青嵐雖然是庶女,但教養的責任卻是嫡母的事,這罪責落在王氏頭上並不算委屈她。
“是媳婦存了小心眼並未出手管教,是我的錯。”王氏痛快的認了,她確實不想管,漠視不理,看著青嵐自己作死,也樂意給後院的姨娘一點教訓和顏色看看。
老太太扭過頭瞅著李氏,譏笑一聲,“你覺得你委屈了是麼?青蓮不像嵐兒,眼高手低,這是個好孩子。縱是她姨娘有不對的地方,這些年對你也是恭敬的,你心裡就這麼容不下麼?妒忌可是七出之條!我張家可有半分對不起你的地方,我這個婆婆可有給你填過堵?我倒要問問親家母,你們李家女為什麼要毀我的子孫!”聲音威嚴冷酷。

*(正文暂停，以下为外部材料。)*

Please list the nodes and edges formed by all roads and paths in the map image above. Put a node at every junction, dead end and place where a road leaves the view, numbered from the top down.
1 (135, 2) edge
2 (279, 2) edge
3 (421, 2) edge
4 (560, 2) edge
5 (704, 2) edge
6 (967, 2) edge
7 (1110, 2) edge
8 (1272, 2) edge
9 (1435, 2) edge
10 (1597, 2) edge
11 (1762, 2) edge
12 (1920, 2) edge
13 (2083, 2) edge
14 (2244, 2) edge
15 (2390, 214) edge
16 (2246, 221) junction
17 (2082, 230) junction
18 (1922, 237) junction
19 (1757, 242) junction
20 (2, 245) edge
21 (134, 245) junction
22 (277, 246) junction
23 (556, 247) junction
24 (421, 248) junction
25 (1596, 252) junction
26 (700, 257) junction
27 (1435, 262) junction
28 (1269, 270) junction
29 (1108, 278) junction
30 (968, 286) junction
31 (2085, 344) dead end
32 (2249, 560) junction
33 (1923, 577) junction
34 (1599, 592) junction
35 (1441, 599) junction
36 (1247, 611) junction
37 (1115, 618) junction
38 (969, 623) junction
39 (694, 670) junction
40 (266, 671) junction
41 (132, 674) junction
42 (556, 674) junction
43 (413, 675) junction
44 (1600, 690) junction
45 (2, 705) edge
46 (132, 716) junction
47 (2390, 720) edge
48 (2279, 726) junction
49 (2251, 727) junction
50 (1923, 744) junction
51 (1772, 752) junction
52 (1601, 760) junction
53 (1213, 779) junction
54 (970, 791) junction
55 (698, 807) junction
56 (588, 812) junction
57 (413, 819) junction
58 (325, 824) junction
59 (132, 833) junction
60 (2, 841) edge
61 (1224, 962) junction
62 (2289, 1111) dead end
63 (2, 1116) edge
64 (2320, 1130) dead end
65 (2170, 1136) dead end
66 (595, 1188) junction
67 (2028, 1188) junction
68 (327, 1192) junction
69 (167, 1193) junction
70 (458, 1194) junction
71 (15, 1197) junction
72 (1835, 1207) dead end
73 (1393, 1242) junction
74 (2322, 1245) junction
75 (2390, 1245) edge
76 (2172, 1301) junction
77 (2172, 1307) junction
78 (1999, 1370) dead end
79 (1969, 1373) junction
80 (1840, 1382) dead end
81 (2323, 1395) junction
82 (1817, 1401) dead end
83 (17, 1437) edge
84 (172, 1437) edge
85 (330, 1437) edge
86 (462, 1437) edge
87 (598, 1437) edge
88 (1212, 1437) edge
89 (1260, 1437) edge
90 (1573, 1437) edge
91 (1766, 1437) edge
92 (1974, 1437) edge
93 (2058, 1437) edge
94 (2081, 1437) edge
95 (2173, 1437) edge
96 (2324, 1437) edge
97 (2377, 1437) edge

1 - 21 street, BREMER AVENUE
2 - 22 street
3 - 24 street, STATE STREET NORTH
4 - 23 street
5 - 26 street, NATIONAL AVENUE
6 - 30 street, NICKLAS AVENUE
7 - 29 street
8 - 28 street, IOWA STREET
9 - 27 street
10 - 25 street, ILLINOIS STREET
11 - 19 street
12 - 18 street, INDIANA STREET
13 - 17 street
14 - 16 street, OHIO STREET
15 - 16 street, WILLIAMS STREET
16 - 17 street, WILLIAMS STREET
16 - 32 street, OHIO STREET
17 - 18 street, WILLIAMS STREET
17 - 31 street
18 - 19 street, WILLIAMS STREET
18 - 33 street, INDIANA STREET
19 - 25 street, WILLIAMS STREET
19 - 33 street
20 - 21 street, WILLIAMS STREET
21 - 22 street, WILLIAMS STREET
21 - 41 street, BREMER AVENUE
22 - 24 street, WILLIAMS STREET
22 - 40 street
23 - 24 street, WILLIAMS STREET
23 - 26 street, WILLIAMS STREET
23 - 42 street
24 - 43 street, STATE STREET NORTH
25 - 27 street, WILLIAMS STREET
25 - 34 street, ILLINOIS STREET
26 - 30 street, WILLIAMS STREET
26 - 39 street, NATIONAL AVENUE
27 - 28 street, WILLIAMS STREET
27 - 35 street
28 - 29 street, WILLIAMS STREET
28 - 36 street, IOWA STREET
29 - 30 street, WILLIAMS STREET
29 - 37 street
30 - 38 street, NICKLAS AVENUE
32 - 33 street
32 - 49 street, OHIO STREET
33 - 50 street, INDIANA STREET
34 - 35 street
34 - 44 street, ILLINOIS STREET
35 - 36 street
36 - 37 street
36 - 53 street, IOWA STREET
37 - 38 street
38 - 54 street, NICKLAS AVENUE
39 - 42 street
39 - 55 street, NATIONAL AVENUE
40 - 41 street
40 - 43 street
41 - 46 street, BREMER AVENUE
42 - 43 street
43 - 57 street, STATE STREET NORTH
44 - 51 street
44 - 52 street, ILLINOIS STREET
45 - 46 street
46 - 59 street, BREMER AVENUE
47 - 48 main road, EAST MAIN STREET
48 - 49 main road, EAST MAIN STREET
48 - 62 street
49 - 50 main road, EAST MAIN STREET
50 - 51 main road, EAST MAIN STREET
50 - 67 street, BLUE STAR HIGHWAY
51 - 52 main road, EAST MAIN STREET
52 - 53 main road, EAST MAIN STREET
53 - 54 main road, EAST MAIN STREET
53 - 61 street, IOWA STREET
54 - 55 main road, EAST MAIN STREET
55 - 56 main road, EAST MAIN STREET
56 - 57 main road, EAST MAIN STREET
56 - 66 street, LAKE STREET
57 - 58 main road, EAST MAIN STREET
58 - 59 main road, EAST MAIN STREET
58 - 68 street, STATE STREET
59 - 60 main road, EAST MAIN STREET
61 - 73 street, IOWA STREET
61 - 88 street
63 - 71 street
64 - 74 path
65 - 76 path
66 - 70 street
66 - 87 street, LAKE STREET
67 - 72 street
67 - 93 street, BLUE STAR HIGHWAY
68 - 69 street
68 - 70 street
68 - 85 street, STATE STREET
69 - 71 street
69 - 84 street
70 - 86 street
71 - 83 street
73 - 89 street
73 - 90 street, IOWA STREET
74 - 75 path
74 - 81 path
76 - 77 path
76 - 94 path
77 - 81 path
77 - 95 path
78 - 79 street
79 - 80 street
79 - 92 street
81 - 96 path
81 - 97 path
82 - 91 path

李氏猛地抬起頭,眼圈泛紅,有些不敢置信老太太如此嚴厲的對待自己,眼淚一顆顆落了下來。“母親……。”她哆嗦著嘴唇,眼裡的光明滅不定,帶著一絲不能為外人道的委屈和哀傷。
李氏是家中嫡幼女,自小受到寵愛,性子有些天真嬌憨,原不適合做宗婦長嫂的,奈何當年老太爺和好友酒後為長孫定了婚事。
李家也是大族,兒孫也是爭氣懂規矩的人家,這也不算什麼了不得的大事,應了也就應了,當時張老太太還是孫媳婦,也覺得不算什麼,媳婦不懂不會進了門再教唄,她不也是讓婆婆手把手教導的麼。
兩家有情義更是常來常往,李氏年紀一年年見長,悄悄的聽了壁角知道了張家長孫就是自己未來的夫君,在經年的接觸中芳心暗許。
原本是一樁良緣的,但壞就壞在李氏的父母一生都沒有小妾通房,是一對真正琴瑟和鳴的恩愛夫妻,其母生下三子兩女,羨煞一干同齡姐妹們。
在這樣的環境下長大,李氏又是最小的姑娘,就顯得嬌憨天真夢幻,對未來的夫妻生活報以了極高的期望,對姨娘小妾深為痛恨和不滿,她心裡一直容不下姨娘,尤其是青蓮的母親。
老太太的長子張琪對李氏也是有感情的,但卻不可能如李家父母一樣,給她一生一代一雙人的承諾,對貼身的婢女出身的通房也有一些情分,許她生下了青蓮,卻不允許她生下庶子,自認對髮妻也是盡到了心意了。
然而李氏要的是丈夫的愛情,張琪給與的卻是尊重和維護,矛盾之下李氏心中的痛苦卻無處訴說,對青蓮難免有些遷怒,做不到下黑手暗害,卻也是不管不問。
張老太太望著李氏,想起當年入府時那個天真嬌美的小姑娘,雙眼都泛著靈動勁,如今卻成了菩薩一般的人,心頭有些柔軟和嘆息,。